It’s hard enough caring for a sick child; converting teaspoons to drams at 4 a.m. shouldn’t be part of the challenge. But until the FDA requires the manufacturers of over-the-counter children’s medicine to make dosing cups logical or even accurate, children are at risk for accidental overdoses.
The Journal of the American Medical Association found that 98.6 percent of dosing devices for children’s oral liquid medicines have problems such as missing markings, superfluous markings, and, worse, units of measurement that don’t match the directions on the label. And these aren’t just obscure brands: The sample covered 99 percent of the market, including top-selling liquid medicines that treat pain, colds, allergies, and gastroinestinal problems and have dosing information for children 12 years and younger.

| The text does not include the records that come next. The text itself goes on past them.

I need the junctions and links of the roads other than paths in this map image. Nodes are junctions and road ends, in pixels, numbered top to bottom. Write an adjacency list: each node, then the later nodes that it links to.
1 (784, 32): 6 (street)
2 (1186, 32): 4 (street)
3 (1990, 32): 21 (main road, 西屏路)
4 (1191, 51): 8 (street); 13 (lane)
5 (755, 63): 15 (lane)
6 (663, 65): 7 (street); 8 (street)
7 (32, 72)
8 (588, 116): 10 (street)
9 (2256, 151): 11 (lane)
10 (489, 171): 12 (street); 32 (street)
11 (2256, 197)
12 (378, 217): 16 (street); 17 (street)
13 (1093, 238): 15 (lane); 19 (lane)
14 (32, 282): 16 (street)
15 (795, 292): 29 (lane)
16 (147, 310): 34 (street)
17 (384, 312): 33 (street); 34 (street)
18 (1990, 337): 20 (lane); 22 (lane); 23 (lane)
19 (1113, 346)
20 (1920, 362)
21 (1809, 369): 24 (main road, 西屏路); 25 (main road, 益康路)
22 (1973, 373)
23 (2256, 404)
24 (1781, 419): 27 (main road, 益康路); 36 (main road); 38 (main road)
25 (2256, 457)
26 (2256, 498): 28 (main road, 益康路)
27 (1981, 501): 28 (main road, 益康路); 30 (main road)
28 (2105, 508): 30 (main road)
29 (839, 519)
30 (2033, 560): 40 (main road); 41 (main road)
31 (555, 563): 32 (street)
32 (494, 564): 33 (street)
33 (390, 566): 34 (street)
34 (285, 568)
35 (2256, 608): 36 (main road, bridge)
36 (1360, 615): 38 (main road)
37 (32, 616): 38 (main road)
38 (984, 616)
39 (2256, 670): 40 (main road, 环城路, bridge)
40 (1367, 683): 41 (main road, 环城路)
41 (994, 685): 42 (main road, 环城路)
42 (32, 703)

In 2009, the FDA released voluntary industry guidelines recommending greater consistency. That’s not enough; enforced consistency and accuracy in children’s medicine instructions and dosing devices is an obvious need. Until those regulations grow teeth, parents will need to do the footwork to keep their children safe and healthy. Before taking children’s OTC medication home, parents should ask a pharmacist to mark the enclosed dosing device in the exact right place for the specific child taking the medicine.
Meanwhile, the FDA should administer some medicine of its own — to the companies making those products.